Terhadap Pasal 53 ayat (3), pemohon meminta frasa ‘suara pada surat suara tersebut dinyatakan sah dan menjadi sah untuk partai politik’ dimaknai ‘suara pada surat suara tersebut dinyatakan sah dan menjadi suara sah untuk calon yang meninggal dunia dan dinyatakan sah dan menjadi suara sah untuk partai politik bagi calon yang tidak lagi memenuhi syarat sebagai calon’.

Adapun, Pasal 92 huruf a PKPU 4/2019 diminta untuk dihapuskan. Bila dikabulkan, PDIP mengaku memperoleh hak untuk mendistribusikan suara caleg yang meninggal kepada caleg yang dikehendakinya.

Tak hanya menguji tiga materi PKPU, petitum PDIP juga disertai permintaan keempat agar MA menjatuhkan amar bersifat imperatif atau perintah. Penggugat meminta MA memerintahkan KPU untuk menetapkan caleg terpilih yang ditentukan oleh partai politik sebagai pengganti caleg yang meninggal.

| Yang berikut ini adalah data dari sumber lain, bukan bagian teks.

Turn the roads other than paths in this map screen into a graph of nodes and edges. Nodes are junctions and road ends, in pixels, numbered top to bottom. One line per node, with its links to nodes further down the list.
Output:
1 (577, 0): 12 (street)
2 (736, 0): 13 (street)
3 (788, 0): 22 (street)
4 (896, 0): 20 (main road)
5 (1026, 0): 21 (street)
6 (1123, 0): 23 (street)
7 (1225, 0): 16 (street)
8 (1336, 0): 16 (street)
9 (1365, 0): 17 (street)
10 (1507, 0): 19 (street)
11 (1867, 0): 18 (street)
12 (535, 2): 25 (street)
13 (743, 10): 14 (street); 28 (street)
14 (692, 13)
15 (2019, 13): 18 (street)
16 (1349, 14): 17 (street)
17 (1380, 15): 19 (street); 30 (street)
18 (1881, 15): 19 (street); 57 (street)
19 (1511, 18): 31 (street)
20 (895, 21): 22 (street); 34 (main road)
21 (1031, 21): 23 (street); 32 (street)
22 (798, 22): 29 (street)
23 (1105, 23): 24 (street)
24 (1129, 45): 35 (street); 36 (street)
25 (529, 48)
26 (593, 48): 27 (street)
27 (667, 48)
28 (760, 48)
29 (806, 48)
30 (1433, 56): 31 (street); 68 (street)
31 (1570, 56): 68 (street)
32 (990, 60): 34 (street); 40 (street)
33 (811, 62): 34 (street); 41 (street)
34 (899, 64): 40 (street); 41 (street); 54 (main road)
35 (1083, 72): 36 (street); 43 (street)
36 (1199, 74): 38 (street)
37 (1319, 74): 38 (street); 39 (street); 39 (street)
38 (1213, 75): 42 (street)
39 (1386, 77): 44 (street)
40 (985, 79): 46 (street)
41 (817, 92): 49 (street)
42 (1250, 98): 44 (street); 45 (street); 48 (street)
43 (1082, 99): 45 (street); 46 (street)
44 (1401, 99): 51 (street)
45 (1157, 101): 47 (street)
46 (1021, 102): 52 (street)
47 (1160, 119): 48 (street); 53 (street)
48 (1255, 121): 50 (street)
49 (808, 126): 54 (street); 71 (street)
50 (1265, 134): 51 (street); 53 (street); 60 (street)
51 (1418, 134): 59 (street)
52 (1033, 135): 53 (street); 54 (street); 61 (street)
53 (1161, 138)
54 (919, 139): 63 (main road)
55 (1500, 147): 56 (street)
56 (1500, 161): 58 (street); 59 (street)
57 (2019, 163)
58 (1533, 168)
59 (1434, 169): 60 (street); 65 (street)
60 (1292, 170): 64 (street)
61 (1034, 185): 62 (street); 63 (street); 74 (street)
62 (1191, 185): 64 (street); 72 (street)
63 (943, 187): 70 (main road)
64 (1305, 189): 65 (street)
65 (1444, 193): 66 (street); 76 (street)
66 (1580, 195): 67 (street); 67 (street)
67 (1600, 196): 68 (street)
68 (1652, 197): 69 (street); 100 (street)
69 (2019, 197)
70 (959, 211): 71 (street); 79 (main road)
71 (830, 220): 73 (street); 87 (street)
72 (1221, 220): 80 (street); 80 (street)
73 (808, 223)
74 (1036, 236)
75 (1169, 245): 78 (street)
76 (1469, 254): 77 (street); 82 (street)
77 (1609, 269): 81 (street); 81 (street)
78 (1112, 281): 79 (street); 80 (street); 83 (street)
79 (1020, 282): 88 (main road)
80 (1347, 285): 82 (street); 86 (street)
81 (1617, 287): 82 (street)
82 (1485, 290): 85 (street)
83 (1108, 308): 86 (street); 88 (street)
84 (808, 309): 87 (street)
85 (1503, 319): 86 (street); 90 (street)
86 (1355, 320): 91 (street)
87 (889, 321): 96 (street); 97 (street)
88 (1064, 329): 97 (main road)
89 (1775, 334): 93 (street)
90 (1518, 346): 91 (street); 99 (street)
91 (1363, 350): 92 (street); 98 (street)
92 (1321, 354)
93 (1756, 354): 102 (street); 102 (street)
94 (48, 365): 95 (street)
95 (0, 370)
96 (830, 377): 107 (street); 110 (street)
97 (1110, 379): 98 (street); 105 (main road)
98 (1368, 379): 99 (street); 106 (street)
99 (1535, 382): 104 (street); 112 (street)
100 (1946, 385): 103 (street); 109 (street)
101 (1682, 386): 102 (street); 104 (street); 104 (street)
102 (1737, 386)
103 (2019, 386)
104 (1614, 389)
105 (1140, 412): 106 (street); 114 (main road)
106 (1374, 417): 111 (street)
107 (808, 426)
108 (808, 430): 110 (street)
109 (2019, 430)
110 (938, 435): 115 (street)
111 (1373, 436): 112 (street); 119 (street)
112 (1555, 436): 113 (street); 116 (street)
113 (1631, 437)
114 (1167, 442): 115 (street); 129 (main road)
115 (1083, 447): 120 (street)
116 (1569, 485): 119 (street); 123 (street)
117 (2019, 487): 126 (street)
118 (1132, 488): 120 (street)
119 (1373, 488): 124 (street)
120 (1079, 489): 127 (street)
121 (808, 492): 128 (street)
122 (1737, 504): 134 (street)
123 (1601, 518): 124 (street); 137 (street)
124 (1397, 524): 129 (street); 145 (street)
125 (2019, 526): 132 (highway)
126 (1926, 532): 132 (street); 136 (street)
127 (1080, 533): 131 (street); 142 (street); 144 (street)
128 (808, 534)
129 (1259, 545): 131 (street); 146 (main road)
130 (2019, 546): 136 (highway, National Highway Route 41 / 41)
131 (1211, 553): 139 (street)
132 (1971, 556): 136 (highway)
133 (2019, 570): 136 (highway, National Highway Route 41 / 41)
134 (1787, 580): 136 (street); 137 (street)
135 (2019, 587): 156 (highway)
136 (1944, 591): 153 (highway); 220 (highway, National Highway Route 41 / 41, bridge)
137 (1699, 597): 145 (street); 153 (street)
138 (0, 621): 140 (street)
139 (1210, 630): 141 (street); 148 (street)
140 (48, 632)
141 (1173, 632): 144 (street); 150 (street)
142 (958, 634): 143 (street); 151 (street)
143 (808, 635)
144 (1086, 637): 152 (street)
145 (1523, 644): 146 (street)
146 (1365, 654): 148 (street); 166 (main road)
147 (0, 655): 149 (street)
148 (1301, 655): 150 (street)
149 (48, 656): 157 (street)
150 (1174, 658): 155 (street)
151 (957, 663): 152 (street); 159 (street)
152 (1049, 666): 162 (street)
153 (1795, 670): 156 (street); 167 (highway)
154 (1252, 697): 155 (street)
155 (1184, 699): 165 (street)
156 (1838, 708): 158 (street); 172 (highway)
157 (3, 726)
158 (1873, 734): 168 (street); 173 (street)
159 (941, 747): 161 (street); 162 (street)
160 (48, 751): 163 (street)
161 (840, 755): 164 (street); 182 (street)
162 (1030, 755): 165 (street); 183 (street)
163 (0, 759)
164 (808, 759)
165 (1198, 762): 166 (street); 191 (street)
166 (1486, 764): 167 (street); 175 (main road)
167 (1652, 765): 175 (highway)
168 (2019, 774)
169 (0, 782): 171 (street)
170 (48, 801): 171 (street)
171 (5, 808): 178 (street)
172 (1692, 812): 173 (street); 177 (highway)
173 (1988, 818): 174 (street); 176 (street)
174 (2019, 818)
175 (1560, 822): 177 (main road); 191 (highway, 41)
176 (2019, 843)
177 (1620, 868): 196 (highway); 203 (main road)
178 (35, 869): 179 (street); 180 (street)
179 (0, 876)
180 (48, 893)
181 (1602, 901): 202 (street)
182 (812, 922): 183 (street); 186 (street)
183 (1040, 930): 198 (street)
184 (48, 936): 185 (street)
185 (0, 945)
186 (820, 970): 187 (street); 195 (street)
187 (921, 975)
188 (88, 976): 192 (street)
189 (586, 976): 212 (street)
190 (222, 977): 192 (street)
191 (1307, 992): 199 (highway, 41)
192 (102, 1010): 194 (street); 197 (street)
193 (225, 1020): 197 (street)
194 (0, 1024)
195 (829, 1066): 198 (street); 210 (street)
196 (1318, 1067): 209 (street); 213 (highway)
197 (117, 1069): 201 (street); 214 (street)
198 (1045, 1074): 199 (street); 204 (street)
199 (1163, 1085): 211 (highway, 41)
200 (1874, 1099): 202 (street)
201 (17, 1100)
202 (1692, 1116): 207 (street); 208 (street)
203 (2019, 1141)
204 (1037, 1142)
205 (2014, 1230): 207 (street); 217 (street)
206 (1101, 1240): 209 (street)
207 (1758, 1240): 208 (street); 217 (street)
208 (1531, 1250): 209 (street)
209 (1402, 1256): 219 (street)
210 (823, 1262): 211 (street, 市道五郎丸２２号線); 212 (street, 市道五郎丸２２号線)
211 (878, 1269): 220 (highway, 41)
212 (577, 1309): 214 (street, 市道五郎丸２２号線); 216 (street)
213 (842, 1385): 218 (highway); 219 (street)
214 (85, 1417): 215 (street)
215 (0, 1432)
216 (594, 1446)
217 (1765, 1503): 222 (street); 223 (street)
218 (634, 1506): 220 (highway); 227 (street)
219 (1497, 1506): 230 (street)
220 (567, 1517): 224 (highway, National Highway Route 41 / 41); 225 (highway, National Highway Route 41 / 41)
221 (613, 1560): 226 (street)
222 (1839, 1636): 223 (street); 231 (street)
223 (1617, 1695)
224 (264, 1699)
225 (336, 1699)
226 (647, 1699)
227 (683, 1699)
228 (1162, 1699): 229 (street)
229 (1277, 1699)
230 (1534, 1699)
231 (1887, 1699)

Terhadap empat permintaan PDIP itu, Majelis Hakim Agung beranggotakan Supandi, Yosran, dan Is Sudaryono mengabulkan sebagian atau tiga petitum saja. Petitum keempat yang meminta MA memerintahkan KPU tidak dikabulkan.

“Bukan ranah pengujian keberatan hak uji materiil oleh Mahkamah Agung. Oleh karena itu, terhadap tuntutan [keempat] ini patut dinyatakan tidak diterima,” tulis MA dalam Putusan No. 57 P/HUM/2019 yang dikutip Bisnis.com, Sabtu (11/1/2020).

OTT Komisioner KPU dan Relasi Gugatan Megawati-Hasto

Sekjen Partai Demokrasi Indonesia Perjuangan (PDIP) Hasto Kristiyanto menjawab pertanyaan wartawan di sela Rapat Kerja Nasional (Rakernas) I PDIP di Jakarta, Jumat (10/1/2020). Hasto membantah isu dirinya dijemput tim KPK di Perguruan Tinggi Ilmu Kepolisian (PTIK) terkait kasus suap yang menjerat kader PDIP Harun Masiku dan Komisioner non aktif KPU Wahyu Setiawan./Antara-Aditya Pradana Putra

Dalam pendapat hukumnya, MA sepakat dengan dalil PDIP bahwa hubungan partai politik dengan caleg bersifat subordinatif. Oleh karena itu, menurut MA, partai politik memiliki diskresi untuk menentukan pengganti caleg meninggal.

“Diskresi pimpinan partai politik harus diterapkan secara ketat, terukur, dan dapat dipertanggungjawabkan secara moral dan hukum agar tercapainya tujuan untuk meningkatkan kualitas keberadaan suatu partai politik dan penguatan kaderisasi partai,” tulis pertimbangan MA.

Untuk sampai menilai pokok permohonan dengan amar kabul sebagian tersebut, MA menyadari bahwa gugatan PDIP harus lolos syarat formal terlebih dahulu. Adapun, UU Pemilu telah mengatur hukum acara uji materi PKPU di MA.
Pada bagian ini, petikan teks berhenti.